→ **Exercise inputs**:

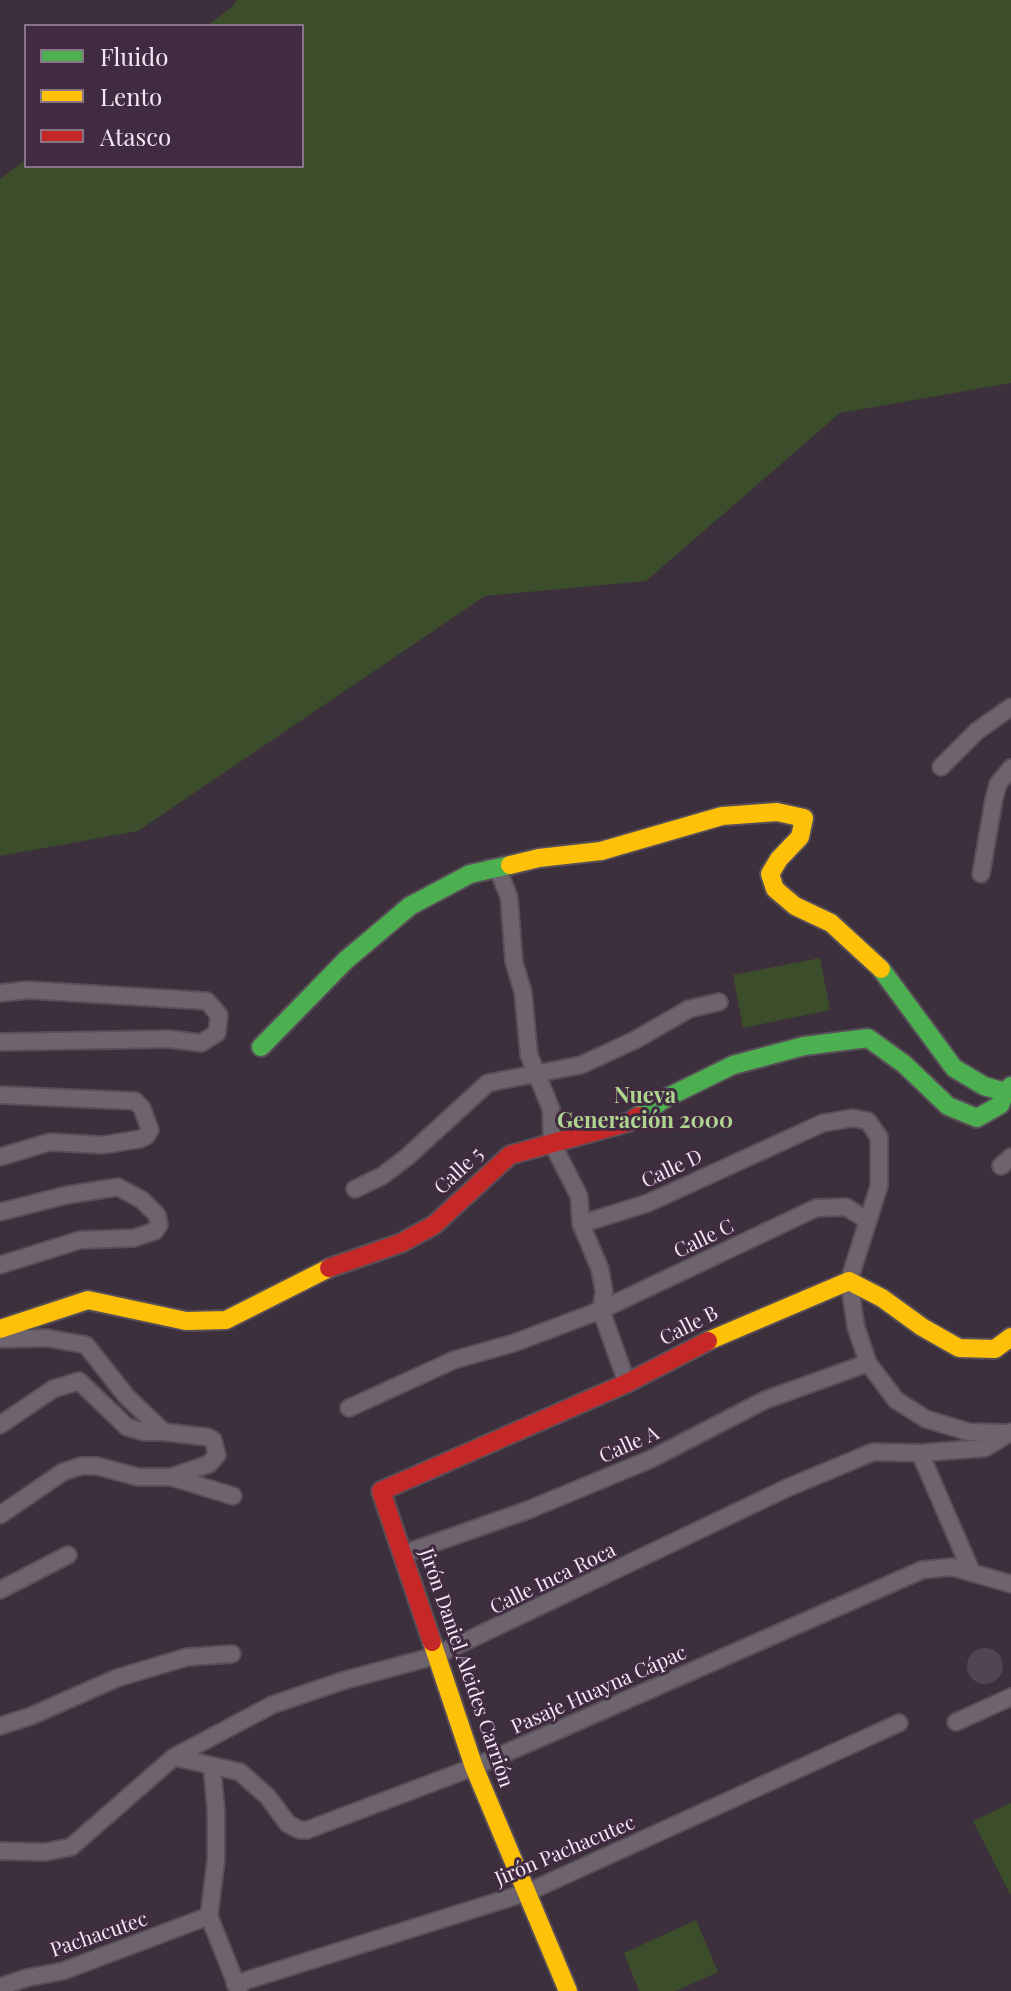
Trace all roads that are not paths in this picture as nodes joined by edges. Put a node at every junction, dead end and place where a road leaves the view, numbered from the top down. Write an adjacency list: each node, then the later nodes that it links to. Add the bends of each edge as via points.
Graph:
1 (1011, 707): 2 (street)
2 (941, 767)
3 (1011, 768): 5 (street, via 998,784)
4 (489, 868): 9 (street, via 410,906 346,960); 10 (street, via 499,872 509,897 514,962 523,992 529,1055); 11 (street, via 601,851 722,816 777,812 804,818 800,837 770,874 775,889 795,906 831,923 880,967 954,1068 984,1086)
5 (981, 874)
6 (0, 993): 8 (street, via 28,990 207,1001 219,1015 217,1033 201,1043)
7 (719, 1002): 10 (street, via 689,1009 581,1065)
8 (0, 1042)
9 (261, 1047)
10 (537, 1073): 14 (street, via 551,1109); 16 (street, via 488,1083 407,1157)
11 (1008, 1089): 14 (street, Calle 5, via 1000,1105 977,1118 948,1106 868,1038 804,1046 733,1065 629,1122)
12 (0, 1095): 15 (street, via 135,1101 150,1130 140,1139 103,1145 50,1142)
13 (868, 1121): 18 (street, Calle Inca Roca, via 879,1137 879,1186); 19 (street, Calle D, via 823,1123 648,1203)
14 (552, 1143): 19 (street, via 579,1196); 23 (street, Calle 5, via 510,1155 434,1225 401,1243 324,1270 226,1320 186,1321 88,1300)
15 (0, 1157)
16 (355, 1189)
17 (0, 1212): 20 (street, via 118,1187 142,1200 159,1225 134,1238 80,1240)
18 (867, 1220): 21 (street, Calle Inca Roca); 22 (street, Calle C, via 846,1207 816,1208)
19 (581, 1224): 22 (street, via 600,1269)
20 (0, 1265)
21 (849, 1281): 24 (street, via 959,1348 995,1349); 26 (street, Calle Inca Roca); 27 (street, Calle B, via 725,1332)
22 (601, 1310): 27 (street); 28 (street, Calle C, via 454,1360)
23 (0, 1329)
24 (1011, 1337)
25 (0, 1339): 30 (street, via 47,1338 86,1345 127,1397)
26 (868, 1363): 31 (street, Calle Inca Roca, via 896,1400 926,1419 969,1432); 37 (street, Calle A, via 765,1400 651,1459 556,1499)
27 (627, 1383): 34 (street, Calle B)
28 (349, 1408)
29 (0, 1425): 30 (street, via 53,1389 79,1381 127,1427)
30 (164, 1432): 33 (street, via 207,1437 217,1455 209,1464)
31 (1011, 1432): 32 (street, Calle Inca Roca, via 985,1448)
32 (920, 1453): 39 (street); 43 (street, Calle Inca Roca, via 873,1452)
33 (171, 1477): 35 (street); 36 (street, via 138,1477 81,1466 63,1472)
34 (381, 1491): 37 (street, Jirón Daniel Alcides Carrión)
35 (233, 1496)
36 (0, 1515)
37 (403, 1554): 43 (street, Jirón Daniel Alcides Carrión)
38 (68, 1555): 41 (street)
39 (972, 1573): 40 (street, Pasaje Huayna Cápac); 50 (street, Pasaje Huayna Cápac, via 952,1567 922,1570)
40 (1011, 1584)
41 (0, 1590)
42 (232, 1654): 47 (street, via 187,1657 117,1678)
43 (435, 1656): 48 (street, Calle Inca Roca, via 272,1705); 50 (street, Jirón Daniel Alcides Carrión)
44 (1011, 1697): 45 (street)
45 (956, 1722)
46 (899, 1723): 52 (street, Jirón Pachacutec)
47 (0, 1726)
48 (174, 1757): 49 (street, Pasaje Huayna Cápac); 51 (street, Calle Inca Roca, via 71,1847)
49 (212, 1766): 50 (street, Pasaje Huayna Cápac, via 240,1772 288,1824 300,1830); 53 (street, via 216,1860)
50 (474, 1767): 52 (street, Jirón Daniel Alcides Carrión)
51 (0, 1851)
52 (528, 1892): 55 (street, Jirón Pachacutec); 56 (street, Jirón Daniel Alcides Carrión)
53 (209, 1916): 54 (street, Pachacutec, via 63,1971); 55 (street)
54 (0, 1987)
55 (237, 1987)
56 (568, 1991)

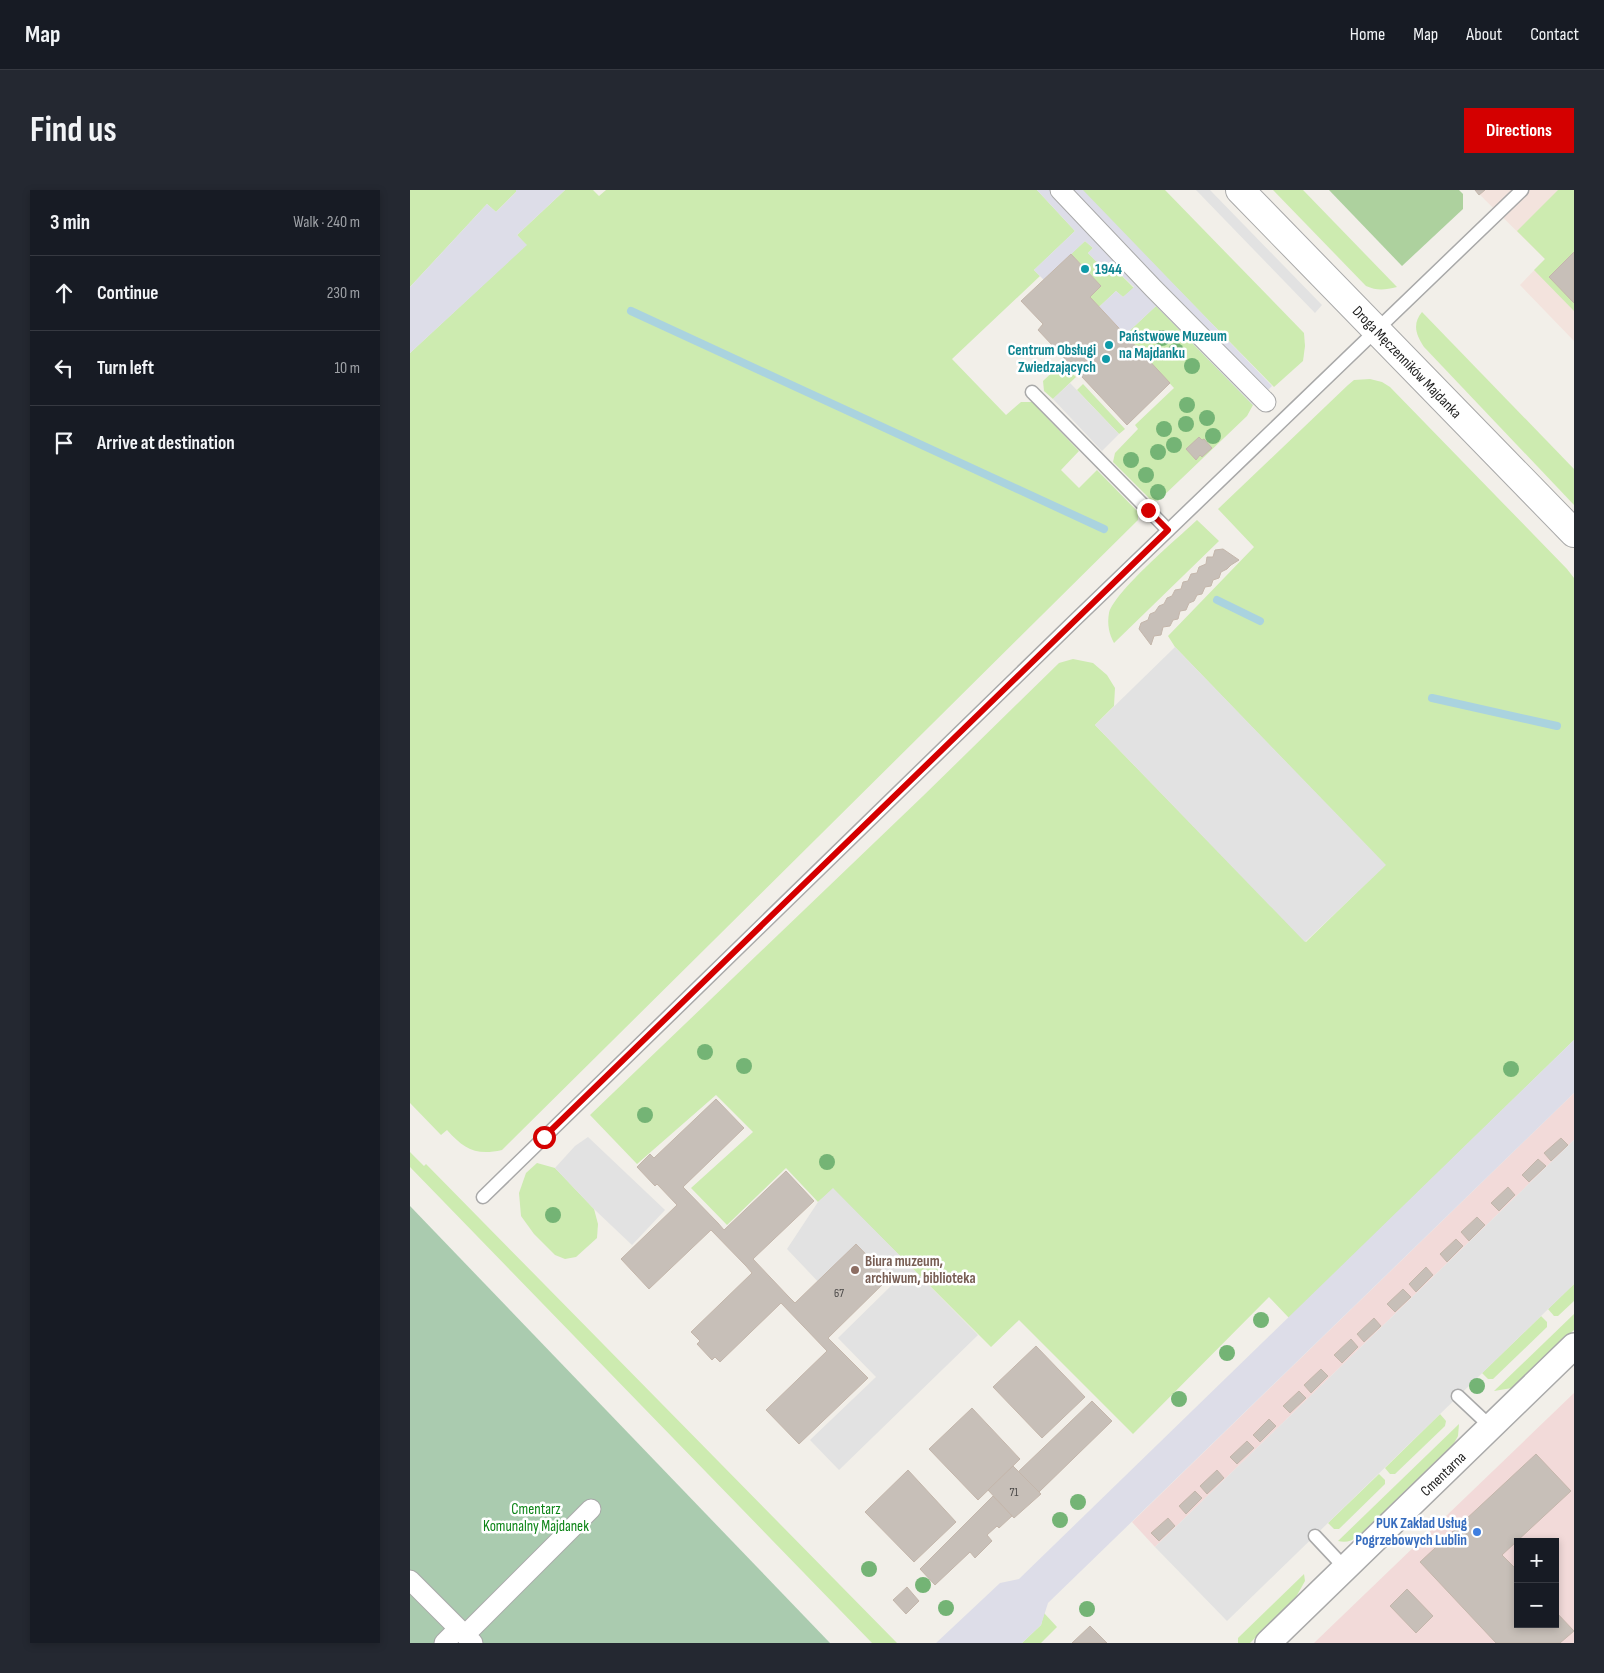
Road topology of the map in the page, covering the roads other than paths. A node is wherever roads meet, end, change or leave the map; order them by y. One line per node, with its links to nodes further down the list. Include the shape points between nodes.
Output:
1 (1060, 190): 6 (street)
2 (1240, 190): 4 (street, Droga Męczenników Majdanka)
3 (1522, 190): 4 (lane)
4 (1376, 329): 7 (lane); 8 (street, Droga Męczenników Majdanka)
5 (1032, 392): 7 (lane)
6 (1266, 402)
7 (1168, 530): 9 (lane)
8 (1574, 533)
9 (483, 1197)
10 (1574, 1346): 12 (street, Cmentarna)
11 (1458, 1396): 12 (lane)
12 (1491, 1427): 15 (street, Cmentarna)
13 (591, 1509): 17 (street)
14 (1315, 1536): 15 (lane)
15 (1345, 1568): 19 (street, Cmentarna)
16 (410, 1580): 17 (street)
17 (465, 1636): 18 (street)
18 (444, 1643)
19 (1268, 1643)

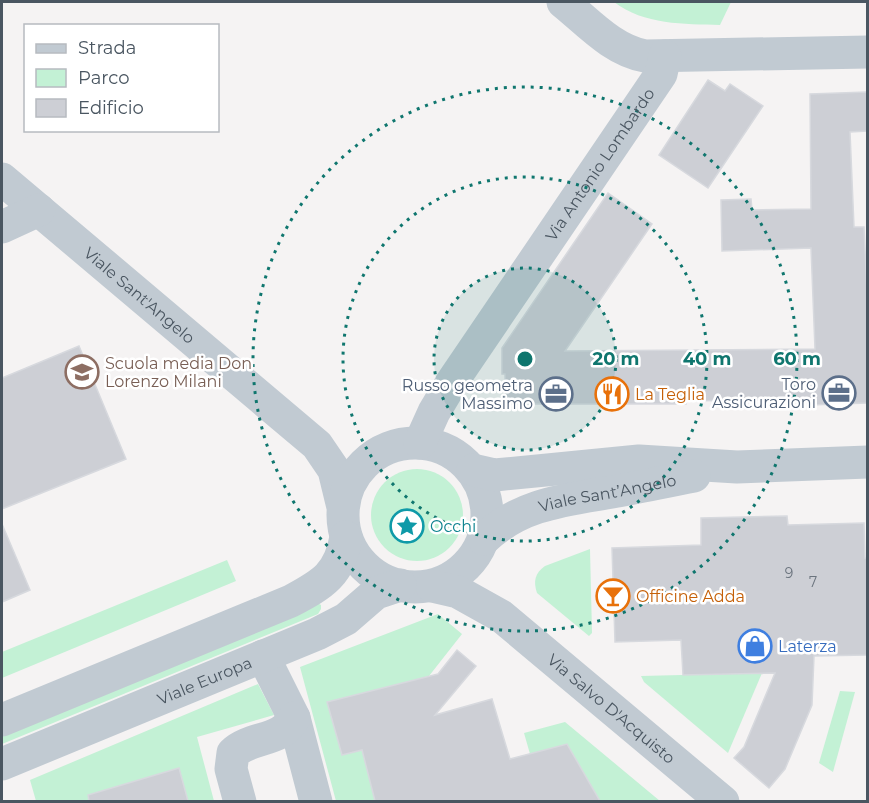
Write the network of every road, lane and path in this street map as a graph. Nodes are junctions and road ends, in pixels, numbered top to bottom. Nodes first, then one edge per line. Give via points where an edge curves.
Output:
1 (563, 2) edge
2 (867, 52) edge
3 (665, 56) junction
4 (2, 179) edge
5 (39, 210) junction
6 (2, 227) edge
7 (305, 434) junction
8 (420, 443) junction
9 (385, 448) junction
10 (867, 462) edge
11 (737, 467) junction
12 (473, 470) junction
13 (342, 502) junction
14 (346, 537) junction
15 (481, 544) junction
16 (416, 586) junction
17 (501, 616) junction
18 (263, 656) junction
19 (294, 718) junction
20 (2, 720) edge
21 (2, 764) edge
22 (240, 801) edge
23 (316, 801) edge
24 (723, 801) edge

1 - 3 street via 625,51
2 - 3 street
3 - 8 street, Via Antonio Lombardo via 661,74 452,382
4 - 5 street, Viale Sant'Angelo
5 - 6 street
5 - 7 street, Viale Sant'Angelo
7 - 9 street, Viale Sant'Angelo via 350,450
7 - 13 street, Viale Sant'Angelo via 327,458
8 - 9 street
8 - 12 street via 455,454
9 - 13 street via 365,461 350,480
10 - 11 street, Viale Sant’Angelo
11 - 12 street, Viale Sant’Angelo via 639,461 495,475
11 - 15 street, Viale Sant’Angelo via 546,504 498,525
12 - 15 street via 484,491 488,515
13 - 14 street
14 - 16 street via 364,568 384,581
14 - 20 street via 344,554 335,571 308,592
15 - 16 street via 472,560 454,576
15 - 17 street, Via Salvo D'Acquisto via 480,580
16 - 17 street, Via Salvo D'Acquisto via 458,592
16 - 18 street, Viale Europa via 376,593 332,627
17 - 24 street, Via Salvo D'Acquisto
18 - 19 street
18 - 21 street, Viale Europa
19 - 22 street via 284,732 248,742 233,753 231,769
19 - 23 street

→ **Work item**: Could you set down the data exactly as given, minus its pictures?

→ **Reply**:
Trace all roads that are not paths in this picture as nodes joined by edges. Put a node at every junction, dead end and place where a road leaves the view, numbered from the top down. Write an adjacency list: each node, then the later nodes that it links to. Add the bends of each edge as via points.
Graph:
1 (1011, 707): 2 (street)
2 (941, 767)
3 (1011, 768): 5 (street, via 998,784)
4 (489, 868): 9 (street, via 410,906 346,960); 10 (street, via 499,872 509,897 514,962 523,992 529,1055); 11 (street, via 601,851 722,816 777,812 804,818 800,837 770,874 775,889 795,906 831,923 880,967 954,1068 984,1086)
5 (981, 874)
6 (0, 993): 8 (street, via 28,990 207,1001 219,1015 217,1033 201,1043)
7 (719, 1002): 10 (street, via 689,1009 581,1065)
8 (0, 1042)
9 (261, 1047)
10 (537, 1073): 14 (street, via 551,1109); 16 (street, via 488,1083 407,1157)
11 (1008, 1089): 14 (street, Calle 5, via 1000,1105 977,1118 948,1106 868,1038 804,1046 733,1065 629,1122)
12 (0, 1095): 15 (street, via 135,1101 150,1130 140,1139 103,1145 50,1142)
13 (868, 1121): 18 (street, Calle Inca Roca, via 879,1137 879,1186); 19 (street, Calle D, via 823,1123 648,1203)
14 (552, 1143): 19 (street, via 579,1196); 23 (street, Calle 5, via 510,1155 434,1225 401,1243 324,1270 226,1320 186,1321 88,1300)
15 (0, 1157)
16 (355, 1189)
17 (0, 1212): 20 (street, via 118,1187 142,1200 159,1225 134,1238 80,1240)
18 (867, 1220): 21 (street, Calle Inca Roca); 22 (street, Calle C, via 846,1207 816,1208)
19 (581, 1224): 22 (street, via 600,1269)
20 (0, 1265)
21 (849, 1281): 24 (street, via 959,1348 995,1349); 26 (street, Calle Inca Roca); 27 (street, Calle B, via 725,1332)
22 (601, 1310): 27 (street); 28 (street, Calle C, via 454,1360)
23 (0, 1329)
24 (1011, 1337)
25 (0, 1339): 30 (street, via 47,1338 86,1345 127,1397)
26 (868, 1363): 31 (street, Calle Inca Roca, via 896,1400 926,1419 969,1432); 37 (street, Calle A, via 765,1400 651,1459 556,1499)
27 (627, 1383): 34 (street, Calle B)
28 (349, 1408)
29 (0, 1425): 30 (street, via 53,1389 79,1381 127,1427)
30 (164, 1432): 33 (street, via 207,1437 217,1455 209,1464)
31 (1011, 1432): 32 (street, Calle Inca Roca, via 985,1448)
32 (920, 1453): 39 (street); 43 (street, Calle Inca Roca, via 873,1452)
33 (171, 1477): 35 (street); 36 (street, via 138,1477 81,1466 63,1472)
34 (381, 1491): 37 (street, Jirón Daniel Alcides Carrión)
35 (233, 1496)
36 (0, 1515)
37 (403, 1554): 43 (street, Jirón Daniel Alcides Carrión)
38 (68, 1555): 41 (street)
39 (972, 1573): 40 (street, Pasaje Huayna Cápac); 50 (street, Pasaje Huayna Cápac, via 952,1567 922,1570)
40 (1011, 1584)
41 (0, 1590)
42 (232, 1654): 47 (street, via 187,1657 117,1678)
43 (435, 1656): 48 (street, Calle Inca Roca, via 272,1705); 50 (street, Jirón Daniel Alcides Carrión)
44 (1011, 1697): 45 (street)
45 (956, 1722)
46 (899, 1723): 52 (street, Jirón Pachacutec)
47 (0, 1726)
48 (174, 1757): 49 (street, Pasaje Huayna Cápac); 51 (street, Calle Inca Roca, via 71,1847)
49 (212, 1766): 50 (street, Pasaje Huayna Cápac, via 240,1772 288,1824 300,1830); 53 (street, via 216,1860)
50 (474, 1767): 52 (street, Jirón Daniel Alcides Carrión)
51 (0, 1851)
52 (528, 1892): 55 (street, Jirón Pachacutec); 56 (street, Jirón Daniel Alcides Carrión)
53 (209, 1916): 54 (street, Pachacutec, via 63,1971); 55 (street)
54 (0, 1987)
55 (237, 1987)
56 (568, 1991)

Road topology of the map in the page, covering the roads other than paths. A node is wherever roads meet, end, change or leave the map; order them by y. One line per node, with its links to nodes further down the list. Include the shape points between nodes.
Output:
1 (1060, 190): 6 (street)
2 (1240, 190): 4 (street, Droga Męczenników Majdanka)
3 (1522, 190): 4 (lane)
4 (1376, 329): 7 (lane); 8 (street, Droga Męczenników Majdanka)
5 (1032, 392): 7 (lane)
6 (1266, 402)
7 (1168, 530): 9 (lane)
8 (1574, 533)
9 (483, 1197)
10 (1574, 1346): 12 (street, Cmentarna)
11 (1458, 1396): 12 (lane)
12 (1491, 1427): 15 (street, Cmentarna)
13 (591, 1509): 17 (street)
14 (1315, 1536): 15 (lane)
15 (1345, 1568): 19 (street, Cmentarna)
16 (410, 1580): 17 (street)
17 (465, 1636): 18 (street)
18 (444, 1643)
19 (1268, 1643)

Write the network of every road, lane and path in this street map as a graph. Nodes are junctions and road ends, in pixels, numbered top to bottom. Nodes first, then one edge per line. Give via points where an edge curves.
Output:
1 (563, 2) edge
2 (867, 52) edge
3 (665, 56) junction
4 (2, 179) edge
5 (39, 210) junction
6 (2, 227) edge
7 (305, 434) junction
8 (420, 443) junction
9 (385, 448) junction
10 (867, 462) edge
11 (737, 467) junction
12 (473, 470) junction
13 (342, 502) junction
14 (346, 537) junction
15 (481, 544) junction
16 (416, 586) junction
17 (501, 616) junction
18 (263, 656) junction
19 (294, 718) junction
20 (2, 720) edge
21 (2, 764) edge
22 (240, 801) edge
23 (316, 801) edge
24 (723, 801) edge

1 - 3 street via 625,51
2 - 3 street
3 - 8 street, Via Antonio Lombardo via 661,74 452,382
4 - 5 street, Viale Sant'Angelo
5 - 6 street
5 - 7 street, Viale Sant'Angelo
7 - 9 street, Viale Sant'Angelo via 350,450
7 - 13 street, Viale Sant'Angelo via 327,458
8 - 9 street
8 - 12 street via 455,454
9 - 13 street via 365,461 350,480
10 - 11 street, Viale Sant’Angelo
11 - 12 street, Viale Sant’Angelo via 639,461 495,475
11 - 15 street, Viale Sant’Angelo via 546,504 498,525
12 - 15 street via 484,491 488,515
13 - 14 street
14 - 16 street via 364,568 384,581
14 - 20 street via 344,554 335,571 308,592
15 - 16 street via 472,560 454,576
15 - 17 street, Via Salvo D'Acquisto via 480,580
16 - 17 street, Via Salvo D'Acquisto via 458,592
16 - 18 street, Viale Europa via 376,593 332,627
17 - 24 street, Via Salvo D'Acquisto
18 - 19 street
18 - 21 street, Viale Europa
19 - 22 street via 284,732 248,742 233,753 231,769
19 - 23 street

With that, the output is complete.